Going by Politico’s flies on the wall, Trump was mad — and suspicious — that Waltz had, of all the people, a well-known Trump baiter’s number saved in his phone in the first place. After a brutal day of Signal chat headlines, he agreed with Vice President JD Vance and his “Ice Maiden” chief of staff Susie Wiles that Waltz had messed up.
Trump, however, ultimately decided to give Waltz a “mulligan” for one reason — for now: Like he’ll he’d give the liberal media and pearl-clutching Democrats a win. That doesn’t mean he’s safe yet, whisper Politico flies.
Then adding insult to injury, a case involving the Signal group chat went to the same insolent judge who had kept questioning Trump’s deportation of a notorious Venezuelan gang to El Salvador, calling the president’s claims of power “awfully frightening.”
“How disgraceful is it that ‘Judge’ James Boasberg has just been given a fourth ‘Trump Case,’ something which is, statistically, IMPOSSIBLE,” Trump fumed in a post on Truth Social.

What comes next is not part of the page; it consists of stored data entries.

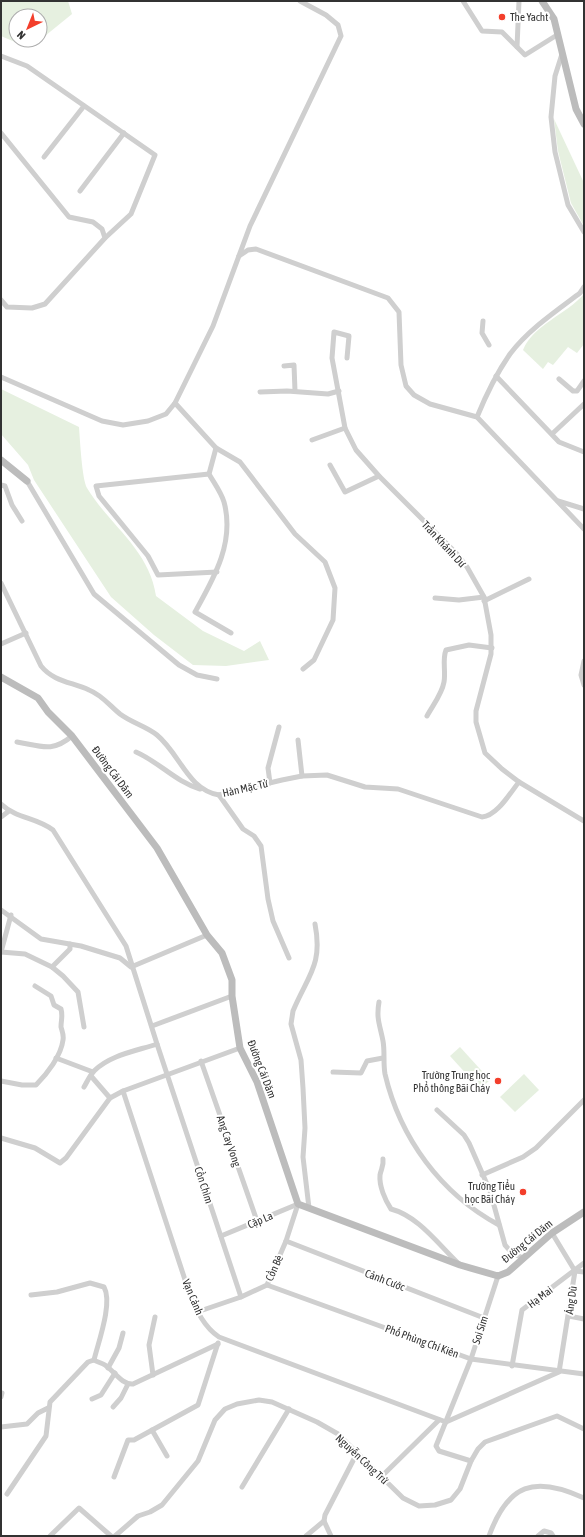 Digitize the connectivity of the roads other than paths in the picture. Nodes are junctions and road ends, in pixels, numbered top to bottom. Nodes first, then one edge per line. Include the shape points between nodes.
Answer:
1 (300, 1) edge
2 (463, 1) edge
3 (519, 1) edge
4 (542, 1) edge
5 (557, 35) junction
6 (517, 46) junction
7 (562, 54) junction
8 (1, 56) edge
9 (84, 106) junction
10 (584, 124) edge
11 (1, 133) edge
12 (124, 133) junction
13 (44, 157) dead end
14 (80, 191) dead end
15 (584, 232) edge
16 (105, 238) junction
17 (239, 256) junction
18 (584, 287) edge
19 (1, 300) edge
20 (483, 321) dead end
21 (489, 345) dead end
22 (347, 358) dead end
23 (284, 366) dead end
24 (496, 376) junction
25 (1, 378) edge
26 (559, 380) dead end
27 (584, 381) edge
28 (295, 391) junction
29 (339, 391) junction
30 (260, 392) dead end
31 (175, 403) junction
32 (584, 404) edge
33 (477, 418) junction
34 (345, 428) junction
35 (552, 434) junction
36 (312, 440) dead end
37 (216, 448) junction
38 (584, 452) edge
39 (1, 460) edge
40 (330, 465) dead end
41 (210, 474) junction
42 (379, 476) junction
43 (27, 481) joint
44 (1, 484) edge
45 (557, 501) junction
46 (584, 509) edge
47 (22, 521) dead end
48 (584, 529) edge
49 (217, 572) junction
50 (529, 579) dead end
51 (1, 583) edge
52 (435, 598) dead end
53 (484, 599) junction
54 (26, 633) junction
55 (231, 633) dead end
56 (1, 644) edge
57 (492, 648) junction
58 (584, 661) edge
59 (303, 669) dead end
60 (1, 677) edge
61 (217, 679) dead end
62 (584, 685) edge
63 (427, 716) dead end
64 (279, 727) dead end
65 (72, 736) junction
66 (298, 740) dead end
67 (17, 742) dead end
68 (136, 752) dead end
69 (302, 776) junction
70 (520, 782) junction
71 (270, 783) junction
72 (201, 789) junction
73 (219, 795) junction
74 (1, 804) edge
75 (9, 811) junction
76 (1, 817) edge
77 (584, 821) edge
78 (1, 910) edge
79 (11, 915) junction
80 (315, 924) dead end
81 (207, 934) junction
82 (70, 944) junction
83 (1, 952) edge
84 (289, 958) dead end
85 (52, 967) junction
86 (132, 967) junction
87 (35, 986) dead end
88 (232, 996) junction
89 (379, 1002) dead end
90 (84, 1026) dead end
91 (152, 1026) junction
92 (156, 1044) junction
93 (240, 1048) junction
94 (56, 1058) junction
95 (383, 1058) junction
96 (201, 1062) junction
97 (334, 1072) dead end
98 (167, 1073) junction
99 (92, 1074) junction
100 (1, 1081) edge
101 (84, 1086) dead end
102 (123, 1091) junction
103 (110, 1098) junction
104 (584, 1100) edge
105 (437, 1110) dead end
106 (1, 1138) edge
107 (383, 1159) dead end
108 (482, 1175) junction
109 (298, 1204) junction
110 (309, 1208) junction
111 (584, 1212) edge
112 (257, 1221) junction
113 (499, 1225) junction
114 (552, 1233) junction
115 (221, 1236) junction
116 (286, 1241) junction
117 (523, 1258) junction
118 (584, 1263) edge
119 (460, 1265) junction
120 (575, 1271) junction
121 (584, 1272) edge
122 (498, 1276) junction
123 (267, 1285) junction
124 (31, 1295) dead end
125 (241, 1297) junction
126 (197, 1312) junction
127 (568, 1316) junction
128 (155, 1317) dead end
129 (484, 1318) junction
130 (584, 1319) edge
131 (123, 1333) dead end
132 (220, 1337) junction
133 (218, 1344) junction
134 (471, 1359) junction
135 (94, 1360) junction
136 (512, 1366) junction
137 (108, 1368) junction
138 (559, 1372) junction
139 (116, 1373) junction
140 (584, 1374) edge
141 (153, 1375) junction
142 (128, 1384) junction
143 (92, 1399) dead end
144 (113, 1407) dead end
145 (48, 1408) junction
146 (289, 1409) junction
147 (439, 1420) junction
148 (446, 1422) junction
149 (1, 1427) edge
150 (584, 1429) edge
151 (152, 1430) junction
152 (357, 1453) junction
153 (167, 1456) dead end
154 (470, 1460) junction
155 (382, 1476) junction
156 (114, 1477) dead end
157 (242, 1487) dead end
158 (7, 1494) dead end
159 (584, 1498) edge
160 (324, 1521) junction
161 (50, 1536) edge
162 (111, 1536) edge
163 (115, 1536) edge
164 (306, 1536) edge
165 (331, 1536) edge
166 (489, 1536) edge
167 (538, 1536) edge
168 (553, 1536) edge

1 - 17 street via 326,15 338,25 341,36 250,226
2 - 6 street via 482,31 502,32
3 - 6 street
4 - 5 street via 554,20
5 - 6 street via 525,55
5 - 7 street
7 - 10 street via 576,109
7 - 15 street via 555,76 551,117 555,152 568,205
8 - 9 street via 26,66
9 - 12 street
9 - 13 street
11 - 16 street via 68,216 93,222 102,229
12 - 14 street
12 - 16 street via 155,155 131,214
16 - 19 street via 45,304 32,308 7,307
17 - 31 street via 212,326
17 - 33 street via 248,250 256,249 388,298 398,312 401,365 406,386 414,395 430,404
18 - 24 street via 580,293 530,332 511,353
20 - 21 street via 482,333
22 - 29 street, Trần Khánh Dư via 349,336 334,332 332,358
23 - 28 street via 294,365
24 - 33 street
24 - 35 street
25 - 31 street via 89,416 122,425 148,421 166,414
26 - 27 street via 573,392
28 - 29 street via 328,394
28 - 30 street
29 - 34 street, Trần Khánh Dư
31 - 37 street
32 - 35 street
33 - 45 street
34 - 36 street
34 - 42 street, Trần Khánh Dư via 356,450
35 - 38 street via 559,442
37 - 41 street
37 - 59 street via 240,462 295,534 325,562 335,588 333,620 314,660
39 - 43 street
40 - 42 street via 345,492
41 - 49 street via 223,501 228,529
41 - 49 street via 96,486 99,496 148,556 158,575
42 - 53 street, Trần Khánh Dư via 458,554
43 - 61 street via 94,594 179,665 197,675
44 - 47 street via 5,486
45 - 46 street
45 - 48 street
49 - 55 street via 195,612
50 - 53 street
51 - 54 street
52 - 53 street
53 - 57 street, Trần Khánh Dư
54 - 56 street
54 - 72 street via 46,673 100,696 121,714 158,735
57 - 63 street via 469,645 446,650 442,692
57 - 70 street, Trần Khánh Dư via 476,711 476,722 486,753
58 - 62 street via 581,675
60 - 65 street, Đường Cái Dăm via 38,698
64 - 71 street via 268,768
65 - 67 street via 56,746 46,747
65 - 81 street, Đường Cái Dăm via 157,848
66 - 69 street
68 - 72 street, Hàn Mặc Tử via 180,781
69 - 70 street, Hàn Mặc Tử via 327,775 365,787 398,789 482,817 487,817 498,808
69 - 71 street, Hàn Mặc Tử
70 - 77 street, Trần Khánh Dư
71 - 73 street, Hàn Mặc Tử
72 - 73 street, Hàn Mặc Tử
73 - 84 street via 243,829 254,836 261,846 273,921
74 - 75 street, Cồn Chìm
75 - 76 street
75 - 86 street, Cồn Chìm via 22,818 38,821 53,830 120,934
78 - 79 street
79 - 82 street via 41,939
79 - 83 street
80 - 110 street via 318,940 317,957 291,1019 301,1060 303,1081 303,1157
81 - 86 street
81 - 88 street, Đường Cái Dăm via 222,953 232,980
82 - 85 street via 70,949
82 - 86 street via 120,958
83 - 85 street via 25,954
85 - 90 street via 78,992
86 - 91 street, Cồn Chìm
87 - 94 street via 52,996 54,1005 61,1009 64,1039
88 - 91 street
88 - 93 street, Đường Cái Dăm
89 - 95 street via 376,1016 383,1041
91 - 92 street, Cồn Chìm
92 - 98 street, Cồn Chìm
92 - 99 street via 117,1056
93 - 96 street
93 - 109 street, Đường Cái Dăm via 257,1082
94 - 99 street
94 - 100 street via 46,1075 36,1085
95 - 97 street via 367,1060 361,1073
95 - 113 street via 396,1113 423,1158 440,1181 456,1196
96 - 98 street
96 - 112 street, Ang Cay Vong
98 - 102 street
98 - 115 street, Cồn Chìm
99 - 101 street
99 - 103 street
102 - 103 street
102 - 126 street, Vạn Cảnh
103 - 106 street via 60,1163 35,1148
104 - 108 street via 527,1154
105 - 108 street via 464,1135
107 - 119 street via 384,1165 380,1176 385,1199 391,1209 402,1212
108 - 113 street via 490,1191
109 - 110 street, Đường Cái Dăm
109 - 112 street, Cặp La
109 - 116 street, Cồn Bè
110 - 119 street, Đường Cái Dăm
111 - 114 street, Đường Cái Dăm
112 - 115 street, Cặp La
113 - 117 street via 505,1245 512,1253
114 - 117 street, Đường Cái Dăm
114 - 120 street, Áng Dù
115 - 125 street, Cồn Chìm
116 - 123 street, Cồn Bè
116 - 129 street, Cảnh Cước
117 - 122 street, Đường Cái Dăm via 508,1272
118 - 120 street, Hạ Mai
119 - 122 street, Đường Cái Dăm
120 - 121 street
120 - 127 street, Áng Dù
120 - 136 street, Hạ Mai via 522,1310
122 - 129 street, Soi Sim
123 - 125 street, Cồn Bè
123 - 134 street, Phố Phùng Chí Kiên
124 - 135 street via 57,1292 90,1283 104,1287 105,1320
125 - 126 street, Cồn Bè
126 - 132 street, Vạn Cảnh via 211,1331
127 - 130 street
127 - 138 street, Áng Dù
128 - 141 street via 149,1345
129 - 134 street, Soi Sim
131 - 137 street via 119,1348
132 - 133 street
132 - 147 street, Vạn Cảnh
133 - 141 street
133 - 151 street via 198,1405
134 - 136 street, Phố Phùng Chí Kiên
134 - 148 street, Soi Sim
135 - 137 street
135 - 145 street via 88,1362 69,1380
136 - 138 street, Phố Phùng Chí Kiên
137 - 139 street
138 - 140 street, Phố Phùng Chí Kiên
138 - 148 street
139 - 142 street
139 - 143 street via 101,1395
141 - 142 street
142 - 144 street via 122,1398
145 - 149 street via 38,1413 27,1424
145 - 158 street via 46,1436
146 - 152 street, Nguyễn Công Trứ via 338,1434
146 - 157 street
146 - 163 street, Nguyễn Công Trứ via 259,1400 225,1409 215,1420 198,1461 167,1500 150,1512 138,1516
147 - 148 street
147 - 155 street
148 - 154 street, Soi Sim via 437,1449
150 - 154 street, Nguyễn Công Trứ via 557,1416 486,1442
151 - 153 street
151 - 156 street via 134,1440 127,1440
152 - 155 street, Nguyễn Công Trứ
152 - 160 street
154 - 155 street, Nguyễn Công Trứ via 460,1489 451,1500 435,1505 419,1506 403,1498
159 - 166 street via 551,1486 518,1491 501,1508
160 - 164 street
160 - 165 street
161 - 162 street via 80,1508
167 - 168 street via 544,1532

“There is no way for a Republican, especially a TRUMP REPUBLICAN, to win a case before him,” he wrote calling the Obama-appointed judge, “Highly Conflicted, not only in his hatred of me — Massive Trump Derangement Syndrome! — but also, because of disqualifying family conflicts.”

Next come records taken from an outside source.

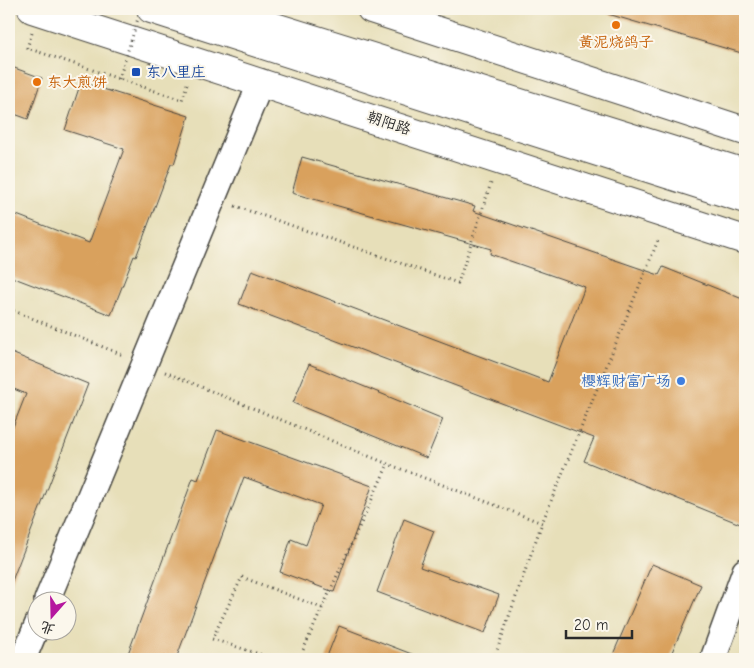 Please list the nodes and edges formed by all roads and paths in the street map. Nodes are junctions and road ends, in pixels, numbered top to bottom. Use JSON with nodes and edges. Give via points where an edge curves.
{"nodes":[{"id":1,"x":32,"y":9,"type":"edge"},
{"id":2,"x":141,"y":9,"type":"edge"},
{"id":3,"x":151,"y":9,"type":"edge"},
{"id":4,"x":217,"y":9,"type":"edge"},
{"id":5,"x":371,"y":9,"type":"edge"},
{"id":6,"x":27,"y":48,"type":"dead end"},
{"id":7,"x":119,"y":79,"type":"junction"},
{"id":8,"x":261,"y":82,"type":"junction"},
{"id":9,"x":182,"y":100,"type":"dead end"},
{"id":10,"x":745,"y":131,"type":"edge"},
{"id":11,"x":499,"y":159,"type":"junction"},
{"id":12,"x":745,"y":173,"type":"edge"},
{"id":13,"x":213,"y":198,"type":"junction"},
{"id":14,"x":745,"y":198,"type":"edge"},
{"id":15,"x":669,"y":215,"type":"junction"},
{"id":16,"x":745,"y":240,"type":"edge"},
{"id":17,"x":9,"y":309,"type":"edge"},
{"id":18,"x":145,"y":364,"type":"junction"},
{"id":19,"x":388,"y":464,"type":"junction"},
{"id":20,"x":542,"y":523,"type":"junction"},
{"id":21,"x":745,"y":571,"type":"edge"},
{"id":22,"x":51,"y":590,"type":"edge"},
{"id":23,"x":322,"y":608,"type":"junction"},
{"id":24,"x":31,"y":640,"type":"edge"},
{"id":25,"x":23,"y":659,"type":"edge"},
{"id":26,"x":275,"y":659,"type":"edge"},
{"id":27,"x":298,"y":659,"type":"edge"},
{"id":28,"x":494,"y":659,"type":"edge"},
{"id":29,"x":713,"y":659,"type":"edge"}],
"edges":[{"from":1,"to":8,"type":"main road","name":"朝阳路"},
{"from":2,"to":7,"type":"path","bridge":true},
{"from":3,"to":14,"type":"main road"},
{"from":4,"to":12,"type":"main road"},
{"from":5,"to":10,"type":"main road"},
{"from":6,"to":7,"type":"path"},
{"from":7,"to":9,"type":"path"},
{"from":8,"to":11,"type":"main road","name":"朝阳路"},
{"from":8,"to":13,"type":"street"},
{"from":11,"to":13,"type":"path","via":[[458,283]]},
{"from":11,"to":15,"type":"main road","name":"朝阳路"},
{"from":13,"to":18,"type":"street"},
{"from":15,"to":16,"type":"main road","name":"朝阳路"},
{"from":15,"to":20,"type":"path"},
{"from":17,"to":18,"type":"path"},
{"from":18,"to":19,"type":"path"},
{"from":18,"to":22,"type":"street"},
{"from":19,"to":20,"type":"path"},
{"from":19,"to":23,"type":"path"},
{"from":20,"to":28,"type":"path"},
{"from":21,"to":29,"type":"street"},
{"from":23,"to":26,"type":"path","via":[[242,577],[212,639]]},
{"from":23,"to":27,"type":"path"},
{"from":24,"to":25,"type":"street"}]}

Branding “our nation’s courts” as “broken, with New York and D.C. being the most preeminent of all in their Corruption and Radicalism,” he demanded “an immediate investigation of this Rigged System, before it is too late!”

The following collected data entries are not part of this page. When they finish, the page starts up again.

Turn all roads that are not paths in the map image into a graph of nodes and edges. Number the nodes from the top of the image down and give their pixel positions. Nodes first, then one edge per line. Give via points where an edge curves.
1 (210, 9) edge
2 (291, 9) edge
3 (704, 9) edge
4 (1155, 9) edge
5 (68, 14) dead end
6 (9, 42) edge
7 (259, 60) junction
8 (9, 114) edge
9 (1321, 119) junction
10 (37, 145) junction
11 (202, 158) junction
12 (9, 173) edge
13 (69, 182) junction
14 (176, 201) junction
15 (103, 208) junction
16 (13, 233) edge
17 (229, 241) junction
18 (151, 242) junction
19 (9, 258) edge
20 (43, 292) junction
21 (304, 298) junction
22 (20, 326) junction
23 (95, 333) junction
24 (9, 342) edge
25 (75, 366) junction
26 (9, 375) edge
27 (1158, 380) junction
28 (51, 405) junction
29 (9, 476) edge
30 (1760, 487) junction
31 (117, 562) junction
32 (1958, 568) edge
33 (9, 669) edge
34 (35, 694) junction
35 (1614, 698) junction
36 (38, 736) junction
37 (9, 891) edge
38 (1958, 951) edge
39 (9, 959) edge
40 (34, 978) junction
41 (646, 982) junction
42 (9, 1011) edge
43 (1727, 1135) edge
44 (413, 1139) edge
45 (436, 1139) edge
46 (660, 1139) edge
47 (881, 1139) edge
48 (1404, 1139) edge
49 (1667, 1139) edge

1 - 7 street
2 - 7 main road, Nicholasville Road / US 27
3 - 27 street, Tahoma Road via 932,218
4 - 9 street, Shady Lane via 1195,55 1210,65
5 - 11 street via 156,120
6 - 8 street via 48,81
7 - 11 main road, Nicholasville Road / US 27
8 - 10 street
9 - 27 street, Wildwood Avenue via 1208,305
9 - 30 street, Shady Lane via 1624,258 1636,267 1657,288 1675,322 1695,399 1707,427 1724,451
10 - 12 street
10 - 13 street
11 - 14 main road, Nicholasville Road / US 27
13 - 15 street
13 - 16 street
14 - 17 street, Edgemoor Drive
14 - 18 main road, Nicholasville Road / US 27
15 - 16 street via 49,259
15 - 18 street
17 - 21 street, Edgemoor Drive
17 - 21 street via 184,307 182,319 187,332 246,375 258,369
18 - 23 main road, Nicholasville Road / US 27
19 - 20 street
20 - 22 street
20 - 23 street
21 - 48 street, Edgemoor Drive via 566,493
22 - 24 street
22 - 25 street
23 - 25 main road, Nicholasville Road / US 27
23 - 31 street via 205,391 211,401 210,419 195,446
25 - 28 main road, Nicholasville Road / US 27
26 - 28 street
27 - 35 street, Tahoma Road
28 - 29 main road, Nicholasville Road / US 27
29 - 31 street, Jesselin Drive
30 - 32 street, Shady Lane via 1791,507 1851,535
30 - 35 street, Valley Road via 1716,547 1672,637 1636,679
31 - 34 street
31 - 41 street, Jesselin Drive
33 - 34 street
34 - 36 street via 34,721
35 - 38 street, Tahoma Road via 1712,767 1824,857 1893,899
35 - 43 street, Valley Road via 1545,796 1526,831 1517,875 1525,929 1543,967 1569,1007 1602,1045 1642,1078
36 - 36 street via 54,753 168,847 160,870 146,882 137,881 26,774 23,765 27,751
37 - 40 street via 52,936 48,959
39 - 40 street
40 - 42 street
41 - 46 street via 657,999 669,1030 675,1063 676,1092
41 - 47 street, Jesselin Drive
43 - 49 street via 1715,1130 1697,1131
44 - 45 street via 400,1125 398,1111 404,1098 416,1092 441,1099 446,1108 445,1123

While the Don hasn’t been able to tame the judiciary— as yet — lawyers were falling in line with a White House memo directing federal law enforcement officials to seek sanctions against attorneys or law firms that challenge Trump’s actions in court.
But Trump’s retaliation campaign suffered twin blows Friday with two federal judges issuing temporary restraining orders blocking much of his executive orders targeting two major law firms involved in investigating him, including one with ties to former special counsel Robert Mueller.
Mueller, who too previously headed the FBI couldn’t find any evidence linking 2016 Trump campaign with Russia or draw a conclusion he obstructed justice.
Three law firms challenging Trump’s orders against them have won initial victories in court, while two major firms chose to cut deals with the president instead.
Keeping another target in line — former FBI director “Slimeball” James Comey — POTUS signed an order declassifying all FBI files on Crossfire Hurricane, a secret probe that searched fruitlessly for evidence of Trump’s collusion with the Russians to win the White House in 2016.
Trump called the FBI’s probe of his campaign, which continued into his first term in the White House, an example of the weaponization of justice system.
RealClearInvestigations traced Trump’s order to a politically explosive letter sent on behalf of an anonymous FBI whistleblower just eight days before the 2024 election, alleging Comey first began investigating Trump shortly after he announced his first run for president in June 2015.
Shockingly, the letter claimed Comey “inserted” female undercover agents into Trump’s campaign to travel with him and his staff and fish for possible evidence of criminal activity as part of a so-called “honeypot” sting operation.
Amid his hundred other gripes, Trump on a Sunday turned his attention to a “distorted” portrait of him in the Colorado state capitol and demanded its removal on behalf of angry Coloradans.
“Nobody likes a bad picture or painting of themselves, but the one in Colorado, in the State Capitol Building, put up by the Governor, along with all other Presidents, was purposefully distorted to a level that even I, perhaps, have never seen before,” he wrote on Truth Social. “The artist also did President Obama, and he looks wonderful, but the one on me is truly the worst.”
“In any event, I would much prefer not having a picture than having this one, but many people from Colorado have called and written to complain,” he wrote. “In fact, they are actually angry about it!”
Two days after Trump’s rant, the painting was gone. As lawmakers decide how to fill the empty space, they may consider one that is nothing like what artist Sarah A. Boardman’s was — neutral — “thoughtful, non-confrontational, not angry, not happy, not tweeting!”